Problem details: An exact copy of every record is needed, with all pictures omitted.

Source data:
***

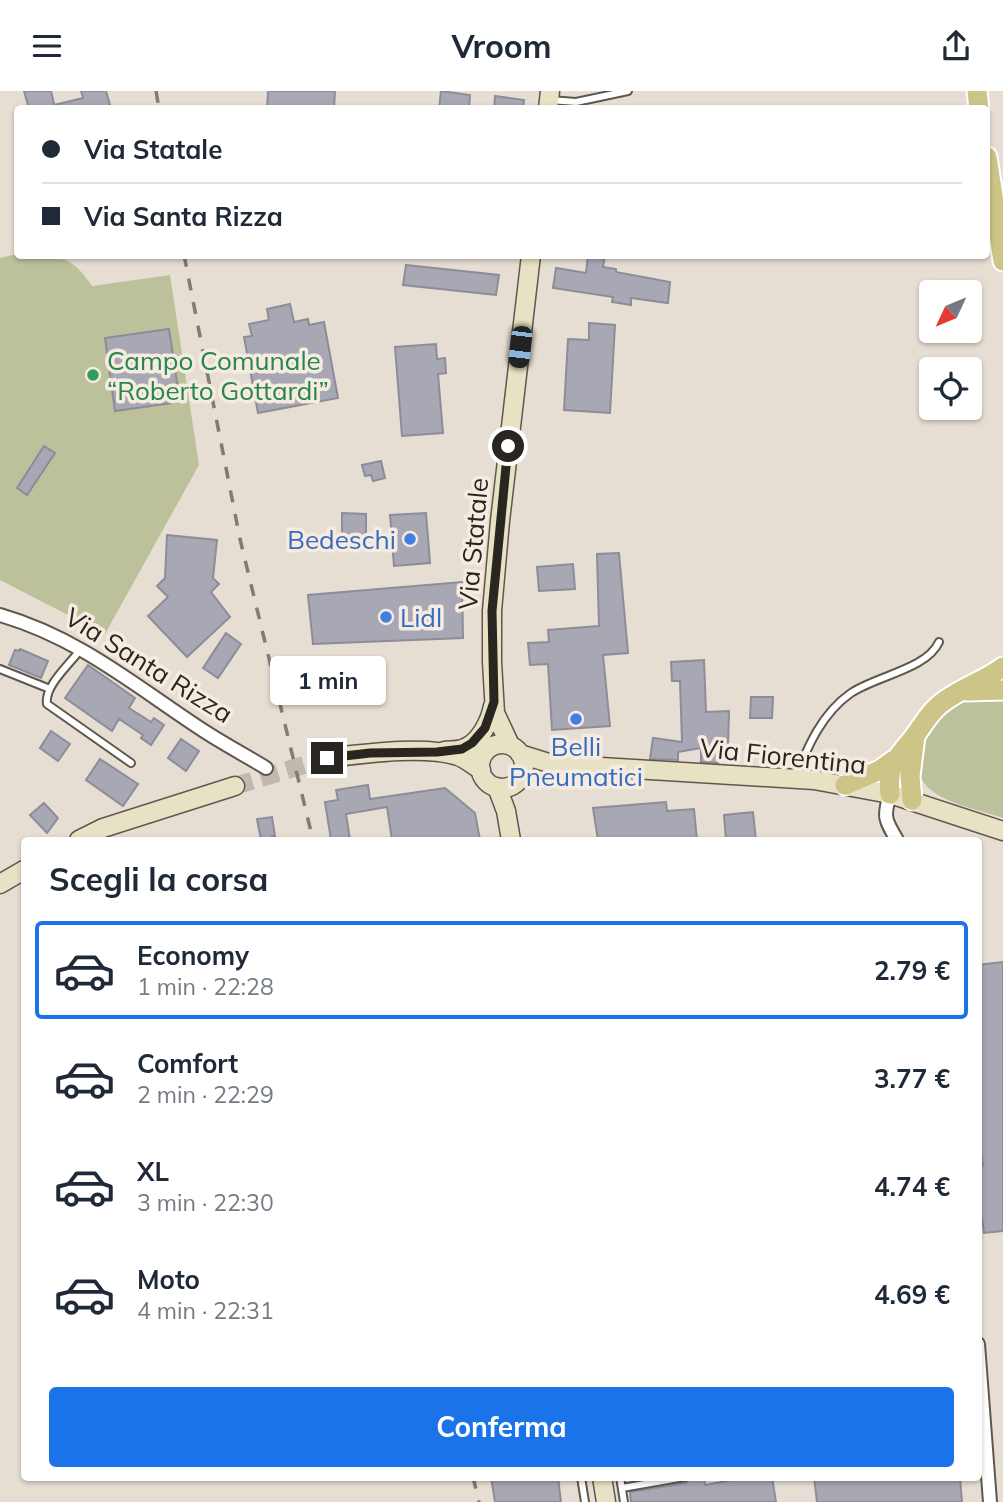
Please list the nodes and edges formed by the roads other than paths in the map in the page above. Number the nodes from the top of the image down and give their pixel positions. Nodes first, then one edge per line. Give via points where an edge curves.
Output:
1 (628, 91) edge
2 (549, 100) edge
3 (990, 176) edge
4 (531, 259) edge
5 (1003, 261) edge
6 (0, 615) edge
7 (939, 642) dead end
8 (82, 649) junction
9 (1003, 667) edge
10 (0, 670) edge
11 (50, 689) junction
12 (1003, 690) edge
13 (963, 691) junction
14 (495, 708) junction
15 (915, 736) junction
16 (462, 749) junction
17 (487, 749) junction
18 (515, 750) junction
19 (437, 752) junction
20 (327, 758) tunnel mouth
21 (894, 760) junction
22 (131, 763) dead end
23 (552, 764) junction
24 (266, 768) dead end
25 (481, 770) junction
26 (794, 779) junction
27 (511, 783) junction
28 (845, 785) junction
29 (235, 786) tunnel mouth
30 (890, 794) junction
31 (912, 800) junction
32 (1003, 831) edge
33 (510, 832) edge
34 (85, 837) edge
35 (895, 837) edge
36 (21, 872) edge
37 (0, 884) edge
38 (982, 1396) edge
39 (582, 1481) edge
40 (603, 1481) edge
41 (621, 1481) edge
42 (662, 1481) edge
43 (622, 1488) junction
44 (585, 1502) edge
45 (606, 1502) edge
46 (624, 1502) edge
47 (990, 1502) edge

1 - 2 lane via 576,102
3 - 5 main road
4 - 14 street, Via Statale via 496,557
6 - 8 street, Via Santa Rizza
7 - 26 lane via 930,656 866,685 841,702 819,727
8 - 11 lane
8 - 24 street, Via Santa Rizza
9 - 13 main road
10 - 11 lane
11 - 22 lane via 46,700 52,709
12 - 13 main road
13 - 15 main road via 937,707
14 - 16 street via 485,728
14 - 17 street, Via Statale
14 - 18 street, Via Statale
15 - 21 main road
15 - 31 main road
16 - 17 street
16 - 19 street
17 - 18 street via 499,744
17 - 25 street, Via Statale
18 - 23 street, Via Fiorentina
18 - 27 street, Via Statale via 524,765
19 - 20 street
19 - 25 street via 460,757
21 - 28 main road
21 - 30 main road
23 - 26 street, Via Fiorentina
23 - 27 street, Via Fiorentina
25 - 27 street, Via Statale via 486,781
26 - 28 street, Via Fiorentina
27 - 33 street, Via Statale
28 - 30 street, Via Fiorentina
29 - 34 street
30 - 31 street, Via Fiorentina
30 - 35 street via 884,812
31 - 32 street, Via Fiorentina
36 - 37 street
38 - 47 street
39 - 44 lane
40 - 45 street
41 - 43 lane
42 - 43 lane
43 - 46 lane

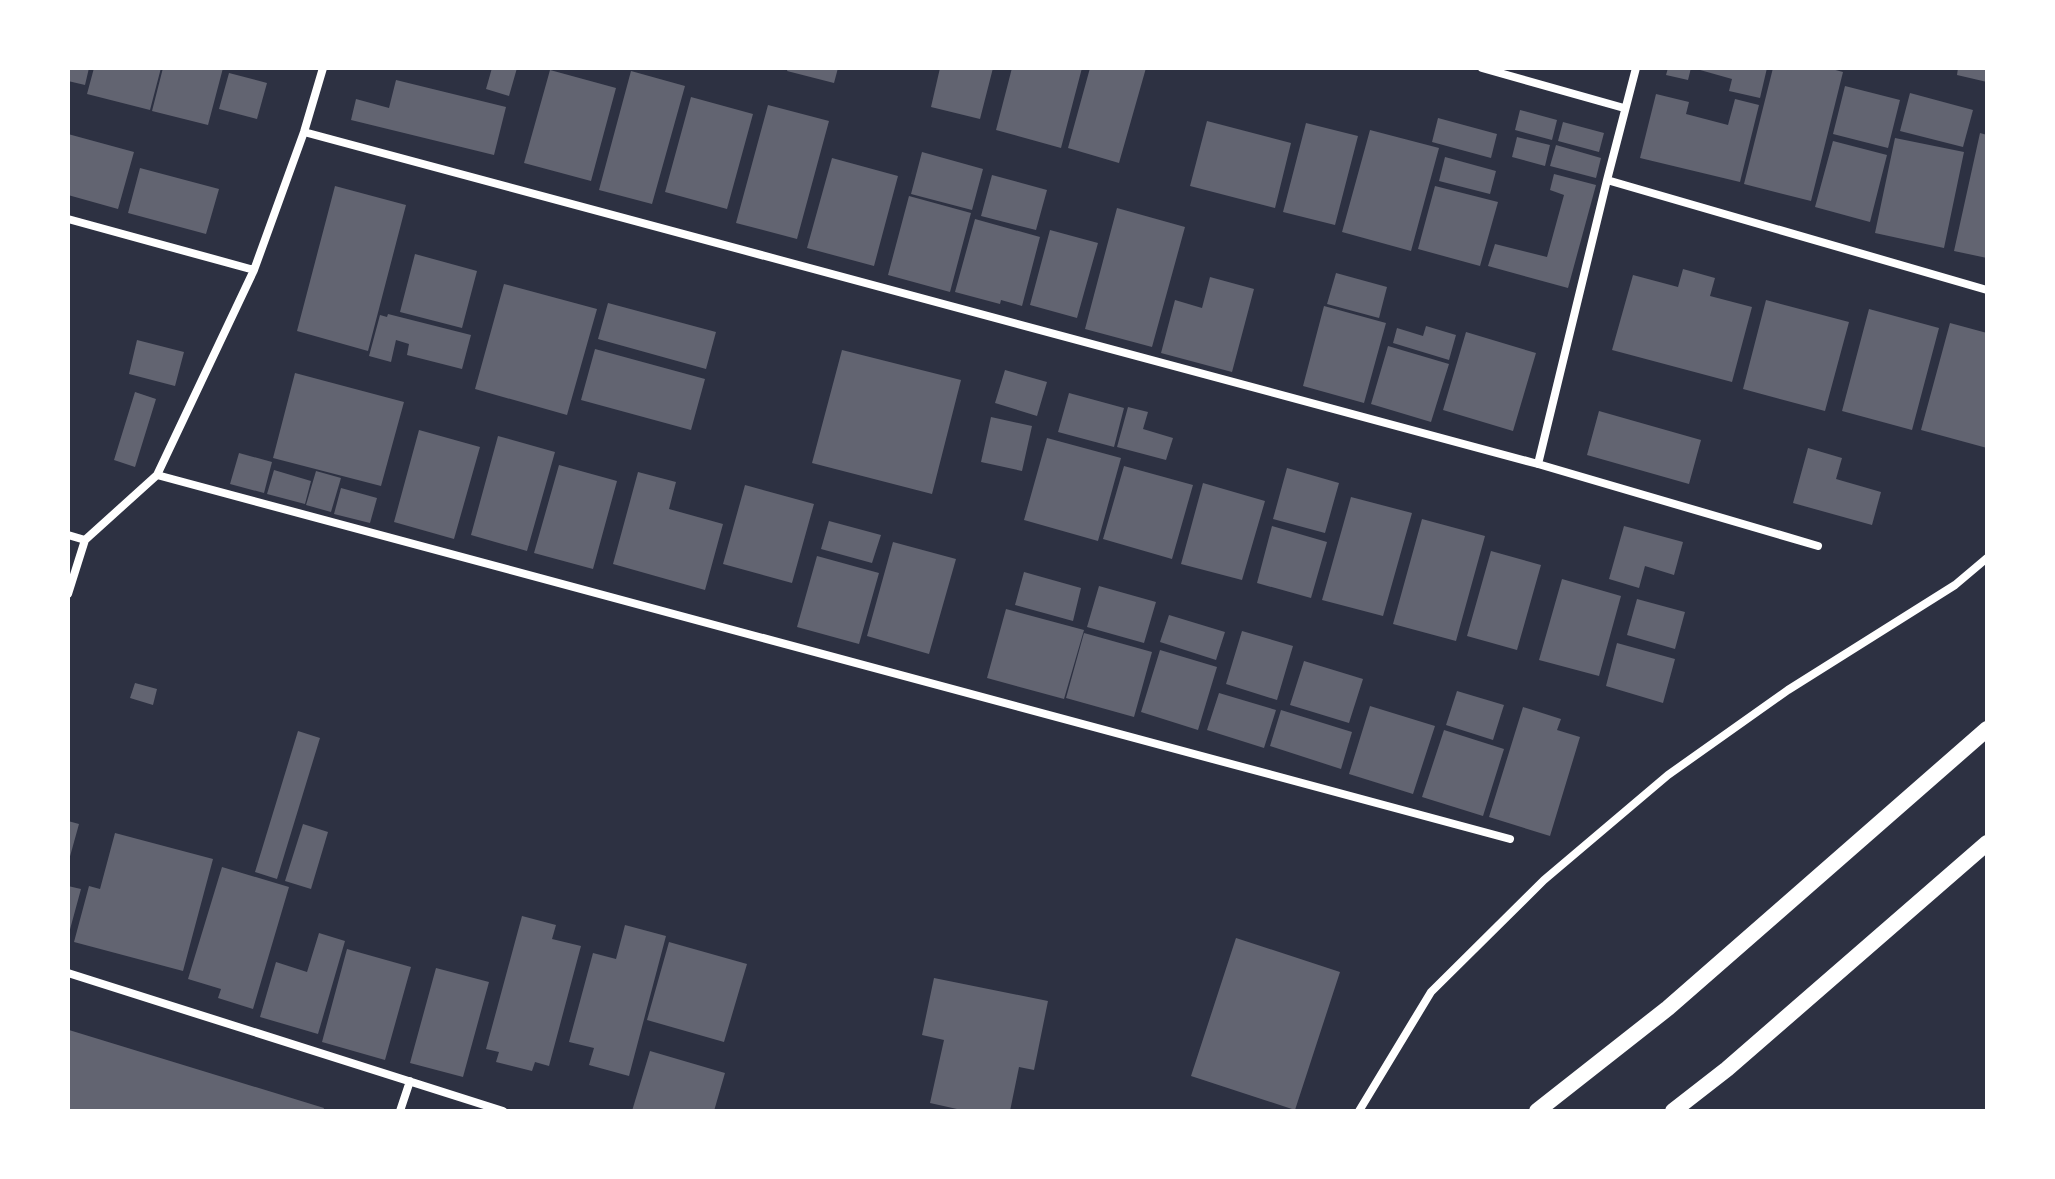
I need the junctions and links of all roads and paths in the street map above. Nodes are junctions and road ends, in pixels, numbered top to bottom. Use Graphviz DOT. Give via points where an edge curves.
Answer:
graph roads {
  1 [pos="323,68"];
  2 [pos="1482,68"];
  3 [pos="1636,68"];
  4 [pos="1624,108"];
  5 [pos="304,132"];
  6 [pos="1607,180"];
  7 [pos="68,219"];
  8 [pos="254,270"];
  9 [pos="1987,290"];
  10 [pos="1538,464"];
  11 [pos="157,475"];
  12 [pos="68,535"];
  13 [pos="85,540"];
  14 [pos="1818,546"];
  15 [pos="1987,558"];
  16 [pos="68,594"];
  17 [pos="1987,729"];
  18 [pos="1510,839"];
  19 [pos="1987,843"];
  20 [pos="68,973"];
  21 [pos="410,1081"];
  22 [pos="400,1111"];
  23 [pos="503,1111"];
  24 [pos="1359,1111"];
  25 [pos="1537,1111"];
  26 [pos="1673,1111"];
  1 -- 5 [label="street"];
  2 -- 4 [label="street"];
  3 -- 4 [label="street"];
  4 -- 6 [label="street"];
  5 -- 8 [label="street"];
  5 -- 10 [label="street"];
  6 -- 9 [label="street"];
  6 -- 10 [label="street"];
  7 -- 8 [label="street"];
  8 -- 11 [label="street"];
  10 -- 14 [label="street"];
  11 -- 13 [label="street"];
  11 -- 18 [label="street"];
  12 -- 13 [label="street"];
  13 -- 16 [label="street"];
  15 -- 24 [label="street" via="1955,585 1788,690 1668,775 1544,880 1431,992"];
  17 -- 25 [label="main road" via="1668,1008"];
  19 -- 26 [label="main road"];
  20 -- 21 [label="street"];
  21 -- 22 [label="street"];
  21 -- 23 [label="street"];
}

***

Task solution:
Please list the nodes and edges formed by the roads other than paths in the map in the page above. Number the nodes from the top of the image down and give their pixel positions. Nodes first, then one edge per line. Give via points where an edge curves.
Output:
1 (628, 91) edge
2 (549, 100) edge
3 (990, 176) edge
4 (531, 259) edge
5 (1003, 261) edge
6 (0, 615) edge
7 (939, 642) dead end
8 (82, 649) junction
9 (1003, 667) edge
10 (0, 670) edge
11 (50, 689) junction
12 (1003, 690) edge
13 (963, 691) junction
14 (495, 708) junction
15 (915, 736) junction
16 (462, 749) junction
17 (487, 749) junction
18 (515, 750) junction
19 (437, 752) junction
20 (327, 758) tunnel mouth
21 (894, 760) junction
22 (131, 763) dead end
23 (552, 764) junction
24 (266, 768) dead end
25 (481, 770) junction
26 (794, 779) junction
27 (511, 783) junction
28 (845, 785) junction
29 (235, 786) tunnel mouth
30 (890, 794) junction
31 (912, 800) junction
32 (1003, 831) edge
33 (510, 832) edge
34 (85, 837) edge
35 (895, 837) edge
36 (21, 872) edge
37 (0, 884) edge
38 (982, 1396) edge
39 (582, 1481) edge
40 (603, 1481) edge
41 (621, 1481) edge
42 (662, 1481) edge
43 (622, 1488) junction
44 (585, 1502) edge
45 (606, 1502) edge
46 (624, 1502) edge
47 (990, 1502) edge

1 - 2 lane via 576,102
3 - 5 main road
4 - 14 street, Via Statale via 496,557
6 - 8 street, Via Santa Rizza
7 - 26 lane via 930,656 866,685 841,702 819,727
8 - 11 lane
8 - 24 street, Via Santa Rizza
9 - 13 main road
10 - 11 lane
11 - 22 lane via 46,700 52,709
12 - 13 main road
13 - 15 main road via 937,707
14 - 16 street via 485,728
14 - 17 street, Via Statale
14 - 18 street, Via Statale
15 - 21 main road
15 - 31 main road
16 - 17 street
16 - 19 street
17 - 18 street via 499,744
17 - 25 street, Via Statale
18 - 23 street, Via Fiorentina
18 - 27 street, Via Statale via 524,765
19 - 20 street
19 - 25 street via 460,757
21 - 28 main road
21 - 30 main road
23 - 26 street, Via Fiorentina
23 - 27 street, Via Fiorentina
25 - 27 street, Via Statale via 486,781
26 - 28 street, Via Fiorentina
27 - 33 street, Via Statale
28 - 30 street, Via Fiorentina
29 - 34 street
30 - 31 street, Via Fiorentina
30 - 35 street via 884,812
31 - 32 street, Via Fiorentina
36 - 37 street
38 - 47 street
39 - 44 lane
40 - 45 street
41 - 43 lane
42 - 43 lane
43 - 46 lane

I need the junctions and links of all roads and paths in the street map above. Nodes are junctions and road ends, in pixels, numbered top to bottom. Use Graphviz DOT. Give via points where an edge curves.
Answer:
graph roads {
  1 [pos="323,68"];
  2 [pos="1482,68"];
  3 [pos="1636,68"];
  4 [pos="1624,108"];
  5 [pos="304,132"];
  6 [pos="1607,180"];
  7 [pos="68,219"];
  8 [pos="254,270"];
  9 [pos="1987,290"];
  10 [pos="1538,464"];
  11 [pos="157,475"];
  12 [pos="68,535"];
  13 [pos="85,540"];
  14 [pos="1818,546"];
  15 [pos="1987,558"];
  16 [pos="68,594"];
  17 [pos="1987,729"];
  18 [pos="1510,839"];
  19 [pos="1987,843"];
  20 [pos="68,973"];
  21 [pos="410,1081"];
  22 [pos="400,1111"];
  23 [pos="503,1111"];
  24 [pos="1359,1111"];
  25 [pos="1537,1111"];
  26 [pos="1673,1111"];
  1 -- 5 [label="street"];
  2 -- 4 [label="street"];
  3 -- 4 [label="street"];
  4 -- 6 [label="street"];
  5 -- 8 [label="street"];
  5 -- 10 [label="street"];
  6 -- 9 [label="street"];
  6 -- 10 [label="street"];
  7 -- 8 [label="street"];
  8 -- 11 [label="street"];
  10 -- 14 [label="street"];
  11 -- 13 [label="street"];
  11 -- 18 [label="street"];
  12 -- 13 [label="street"];
  13 -- 16 [label="street"];
  15 -- 24 [label="street" via="1955,585 1788,690 1668,775 1544,880 1431,992"];
  17 -- 25 [label="main road" via="1668,1008"];
  19 -- 26 [label="main road"];
  20 -- 21 [label="street"];
  21 -- 22 [label="street"];
  21 -- 23 [label="street"];
}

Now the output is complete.